**TASK TO CARRY OUT:** What is the number of lines in the data that include the string "Palembang"? Give it by itself.

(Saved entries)

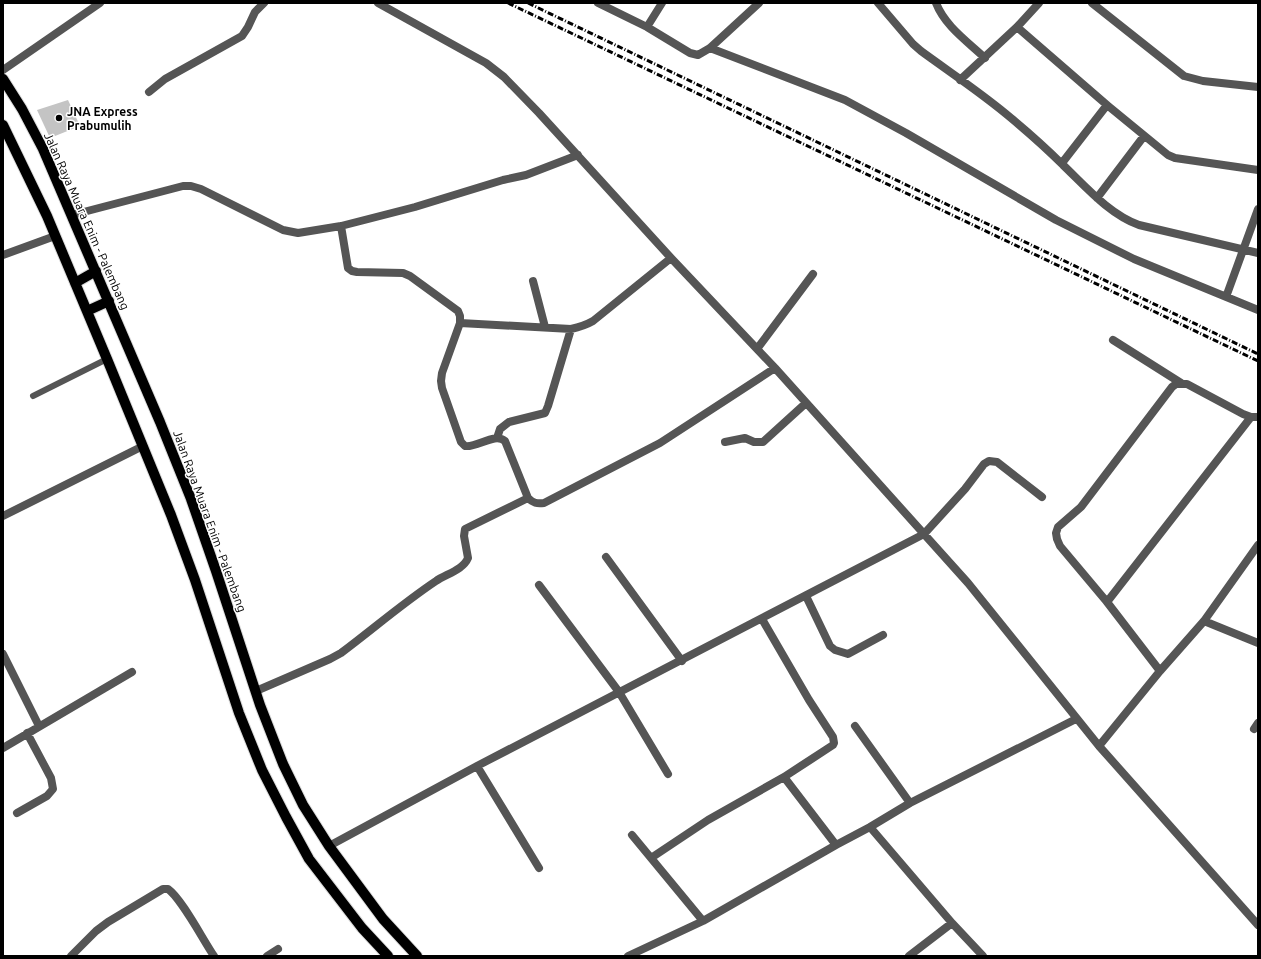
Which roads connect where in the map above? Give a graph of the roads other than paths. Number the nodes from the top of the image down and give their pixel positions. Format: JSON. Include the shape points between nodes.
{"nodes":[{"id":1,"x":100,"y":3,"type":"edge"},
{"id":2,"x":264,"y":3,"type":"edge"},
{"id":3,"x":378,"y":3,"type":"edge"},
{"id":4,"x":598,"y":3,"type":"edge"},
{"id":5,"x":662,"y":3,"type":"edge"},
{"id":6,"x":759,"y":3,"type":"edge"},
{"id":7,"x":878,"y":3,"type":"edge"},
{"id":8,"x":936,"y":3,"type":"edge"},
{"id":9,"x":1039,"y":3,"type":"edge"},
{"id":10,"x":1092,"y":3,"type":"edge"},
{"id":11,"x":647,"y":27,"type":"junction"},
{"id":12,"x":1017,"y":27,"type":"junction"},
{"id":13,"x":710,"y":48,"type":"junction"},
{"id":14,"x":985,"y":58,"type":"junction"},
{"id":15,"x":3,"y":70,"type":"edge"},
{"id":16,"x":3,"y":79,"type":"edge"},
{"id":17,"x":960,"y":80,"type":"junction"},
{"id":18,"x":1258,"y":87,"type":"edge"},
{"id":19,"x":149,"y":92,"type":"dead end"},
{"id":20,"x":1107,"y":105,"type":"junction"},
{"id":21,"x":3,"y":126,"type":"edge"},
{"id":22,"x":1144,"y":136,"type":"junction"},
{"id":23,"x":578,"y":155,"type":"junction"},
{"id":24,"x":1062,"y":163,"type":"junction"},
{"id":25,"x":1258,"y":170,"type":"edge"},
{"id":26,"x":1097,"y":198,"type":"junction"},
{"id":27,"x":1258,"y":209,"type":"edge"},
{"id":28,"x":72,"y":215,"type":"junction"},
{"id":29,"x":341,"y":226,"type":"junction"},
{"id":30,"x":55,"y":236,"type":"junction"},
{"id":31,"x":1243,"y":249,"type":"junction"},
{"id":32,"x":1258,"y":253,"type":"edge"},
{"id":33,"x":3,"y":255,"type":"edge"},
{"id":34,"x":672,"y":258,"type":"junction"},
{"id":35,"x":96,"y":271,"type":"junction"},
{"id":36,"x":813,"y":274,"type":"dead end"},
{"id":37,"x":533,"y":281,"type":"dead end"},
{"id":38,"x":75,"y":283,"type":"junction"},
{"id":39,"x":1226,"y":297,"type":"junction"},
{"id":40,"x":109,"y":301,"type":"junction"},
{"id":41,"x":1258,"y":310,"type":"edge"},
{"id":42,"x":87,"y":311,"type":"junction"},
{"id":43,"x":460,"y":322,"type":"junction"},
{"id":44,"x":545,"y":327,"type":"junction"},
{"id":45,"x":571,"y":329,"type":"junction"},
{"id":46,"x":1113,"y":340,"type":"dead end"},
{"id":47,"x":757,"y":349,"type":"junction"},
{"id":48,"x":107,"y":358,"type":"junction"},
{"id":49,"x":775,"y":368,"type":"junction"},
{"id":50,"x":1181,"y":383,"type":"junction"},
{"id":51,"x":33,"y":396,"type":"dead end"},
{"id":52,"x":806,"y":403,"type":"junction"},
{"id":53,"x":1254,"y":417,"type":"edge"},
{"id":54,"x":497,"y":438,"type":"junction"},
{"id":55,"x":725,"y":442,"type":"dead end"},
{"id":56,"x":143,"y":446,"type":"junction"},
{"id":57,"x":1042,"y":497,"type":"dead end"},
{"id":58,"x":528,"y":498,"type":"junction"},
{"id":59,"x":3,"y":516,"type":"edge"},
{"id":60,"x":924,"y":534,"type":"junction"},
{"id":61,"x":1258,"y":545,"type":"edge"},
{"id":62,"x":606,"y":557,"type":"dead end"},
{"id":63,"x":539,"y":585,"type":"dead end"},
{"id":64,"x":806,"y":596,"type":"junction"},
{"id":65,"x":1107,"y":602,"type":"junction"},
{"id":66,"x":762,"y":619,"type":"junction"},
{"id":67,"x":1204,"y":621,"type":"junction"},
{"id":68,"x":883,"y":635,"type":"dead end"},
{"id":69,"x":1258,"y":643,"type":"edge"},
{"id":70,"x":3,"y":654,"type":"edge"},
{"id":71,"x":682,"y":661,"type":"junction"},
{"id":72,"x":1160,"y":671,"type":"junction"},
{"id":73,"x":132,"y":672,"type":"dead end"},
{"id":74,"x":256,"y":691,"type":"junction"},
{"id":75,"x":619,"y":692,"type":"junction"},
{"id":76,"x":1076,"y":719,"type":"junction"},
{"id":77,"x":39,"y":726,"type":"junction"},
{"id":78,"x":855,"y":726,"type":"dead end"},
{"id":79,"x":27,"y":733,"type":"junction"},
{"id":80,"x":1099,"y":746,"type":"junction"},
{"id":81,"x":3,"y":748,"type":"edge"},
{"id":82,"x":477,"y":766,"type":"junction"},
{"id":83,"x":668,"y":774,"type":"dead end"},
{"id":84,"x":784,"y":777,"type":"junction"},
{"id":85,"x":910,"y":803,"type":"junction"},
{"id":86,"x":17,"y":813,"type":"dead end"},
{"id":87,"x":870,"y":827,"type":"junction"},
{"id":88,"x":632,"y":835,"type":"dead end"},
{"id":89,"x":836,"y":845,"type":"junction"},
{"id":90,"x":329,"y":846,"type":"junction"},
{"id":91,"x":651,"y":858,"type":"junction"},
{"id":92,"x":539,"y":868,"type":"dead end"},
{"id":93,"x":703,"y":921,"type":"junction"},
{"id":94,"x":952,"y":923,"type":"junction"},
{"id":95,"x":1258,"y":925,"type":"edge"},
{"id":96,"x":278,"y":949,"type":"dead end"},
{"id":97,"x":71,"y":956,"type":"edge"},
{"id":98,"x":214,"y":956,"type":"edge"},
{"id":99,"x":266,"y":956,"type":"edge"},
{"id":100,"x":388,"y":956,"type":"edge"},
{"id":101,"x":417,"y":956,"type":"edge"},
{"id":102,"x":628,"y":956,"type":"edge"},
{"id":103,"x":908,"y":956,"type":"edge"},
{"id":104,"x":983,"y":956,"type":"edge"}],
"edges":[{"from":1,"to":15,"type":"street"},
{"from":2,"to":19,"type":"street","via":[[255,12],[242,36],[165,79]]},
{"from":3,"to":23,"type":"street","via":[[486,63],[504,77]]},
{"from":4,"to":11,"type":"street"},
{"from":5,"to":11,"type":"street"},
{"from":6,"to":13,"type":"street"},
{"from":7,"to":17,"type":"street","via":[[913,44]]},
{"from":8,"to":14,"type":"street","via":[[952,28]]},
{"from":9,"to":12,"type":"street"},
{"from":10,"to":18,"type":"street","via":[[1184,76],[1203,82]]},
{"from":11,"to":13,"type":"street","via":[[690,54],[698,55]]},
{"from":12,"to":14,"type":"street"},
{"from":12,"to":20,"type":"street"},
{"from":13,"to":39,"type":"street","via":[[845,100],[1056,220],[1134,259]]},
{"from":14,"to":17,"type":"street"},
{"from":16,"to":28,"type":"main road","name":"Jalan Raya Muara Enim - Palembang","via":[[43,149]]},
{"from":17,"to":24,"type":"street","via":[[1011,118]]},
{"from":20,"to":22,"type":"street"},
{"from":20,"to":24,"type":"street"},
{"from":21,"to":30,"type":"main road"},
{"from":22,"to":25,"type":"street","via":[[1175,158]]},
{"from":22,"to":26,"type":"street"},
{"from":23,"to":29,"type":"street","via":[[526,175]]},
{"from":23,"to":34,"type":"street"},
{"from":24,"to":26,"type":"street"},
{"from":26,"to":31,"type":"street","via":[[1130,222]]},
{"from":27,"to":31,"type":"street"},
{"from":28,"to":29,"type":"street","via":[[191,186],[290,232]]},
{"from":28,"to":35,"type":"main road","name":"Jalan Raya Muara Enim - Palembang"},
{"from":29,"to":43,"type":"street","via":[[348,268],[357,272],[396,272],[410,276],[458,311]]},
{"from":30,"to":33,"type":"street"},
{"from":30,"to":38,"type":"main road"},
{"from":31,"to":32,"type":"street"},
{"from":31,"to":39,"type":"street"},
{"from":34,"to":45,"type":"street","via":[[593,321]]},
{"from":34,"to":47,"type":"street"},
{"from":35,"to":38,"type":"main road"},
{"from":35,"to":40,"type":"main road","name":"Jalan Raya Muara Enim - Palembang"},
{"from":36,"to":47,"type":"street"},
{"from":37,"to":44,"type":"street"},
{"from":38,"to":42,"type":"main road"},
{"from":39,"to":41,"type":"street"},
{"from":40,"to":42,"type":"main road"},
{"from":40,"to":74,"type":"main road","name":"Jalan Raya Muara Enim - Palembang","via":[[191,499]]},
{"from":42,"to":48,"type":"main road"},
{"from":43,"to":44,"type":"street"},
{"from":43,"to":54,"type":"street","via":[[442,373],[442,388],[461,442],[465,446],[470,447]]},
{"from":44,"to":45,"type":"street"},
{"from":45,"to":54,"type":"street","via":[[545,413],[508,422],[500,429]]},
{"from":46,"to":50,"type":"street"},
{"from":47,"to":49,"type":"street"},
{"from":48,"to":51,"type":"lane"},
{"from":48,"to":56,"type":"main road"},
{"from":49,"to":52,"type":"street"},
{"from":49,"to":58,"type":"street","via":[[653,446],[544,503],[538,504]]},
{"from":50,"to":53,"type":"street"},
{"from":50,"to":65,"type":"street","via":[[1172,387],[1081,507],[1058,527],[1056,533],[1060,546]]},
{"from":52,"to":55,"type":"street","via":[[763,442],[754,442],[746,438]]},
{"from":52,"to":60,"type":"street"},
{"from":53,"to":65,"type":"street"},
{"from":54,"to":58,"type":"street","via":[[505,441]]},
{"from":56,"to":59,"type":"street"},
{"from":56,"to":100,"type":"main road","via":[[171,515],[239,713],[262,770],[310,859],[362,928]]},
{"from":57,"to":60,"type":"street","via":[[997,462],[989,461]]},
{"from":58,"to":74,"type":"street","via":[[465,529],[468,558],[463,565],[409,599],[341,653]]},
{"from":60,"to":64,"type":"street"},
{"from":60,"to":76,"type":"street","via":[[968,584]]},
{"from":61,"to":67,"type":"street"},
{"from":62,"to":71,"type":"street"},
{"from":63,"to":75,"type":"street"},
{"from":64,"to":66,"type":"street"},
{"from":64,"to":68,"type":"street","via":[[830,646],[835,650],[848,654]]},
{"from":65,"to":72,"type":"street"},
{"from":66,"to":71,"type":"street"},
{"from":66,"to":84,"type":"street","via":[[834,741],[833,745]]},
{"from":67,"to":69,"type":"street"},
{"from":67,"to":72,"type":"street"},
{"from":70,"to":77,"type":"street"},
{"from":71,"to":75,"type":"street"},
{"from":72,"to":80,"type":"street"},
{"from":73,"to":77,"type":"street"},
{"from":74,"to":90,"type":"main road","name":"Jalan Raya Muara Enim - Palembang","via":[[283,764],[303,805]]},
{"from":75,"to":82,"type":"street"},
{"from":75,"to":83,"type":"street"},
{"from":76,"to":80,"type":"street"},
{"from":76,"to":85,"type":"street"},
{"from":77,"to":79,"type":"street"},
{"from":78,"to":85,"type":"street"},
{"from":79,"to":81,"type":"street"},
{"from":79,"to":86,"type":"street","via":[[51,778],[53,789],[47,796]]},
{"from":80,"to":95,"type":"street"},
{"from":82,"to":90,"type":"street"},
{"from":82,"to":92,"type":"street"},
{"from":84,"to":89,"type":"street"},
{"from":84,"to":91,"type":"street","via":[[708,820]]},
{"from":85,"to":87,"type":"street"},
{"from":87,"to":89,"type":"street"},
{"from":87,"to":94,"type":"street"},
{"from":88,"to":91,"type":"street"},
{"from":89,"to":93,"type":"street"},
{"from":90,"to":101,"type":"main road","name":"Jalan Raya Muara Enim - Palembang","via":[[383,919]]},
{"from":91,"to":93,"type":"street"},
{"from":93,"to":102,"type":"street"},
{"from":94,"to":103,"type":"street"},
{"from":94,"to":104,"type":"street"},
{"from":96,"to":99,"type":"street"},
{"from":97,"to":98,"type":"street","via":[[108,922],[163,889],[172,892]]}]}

**TASK ANSWER:** 6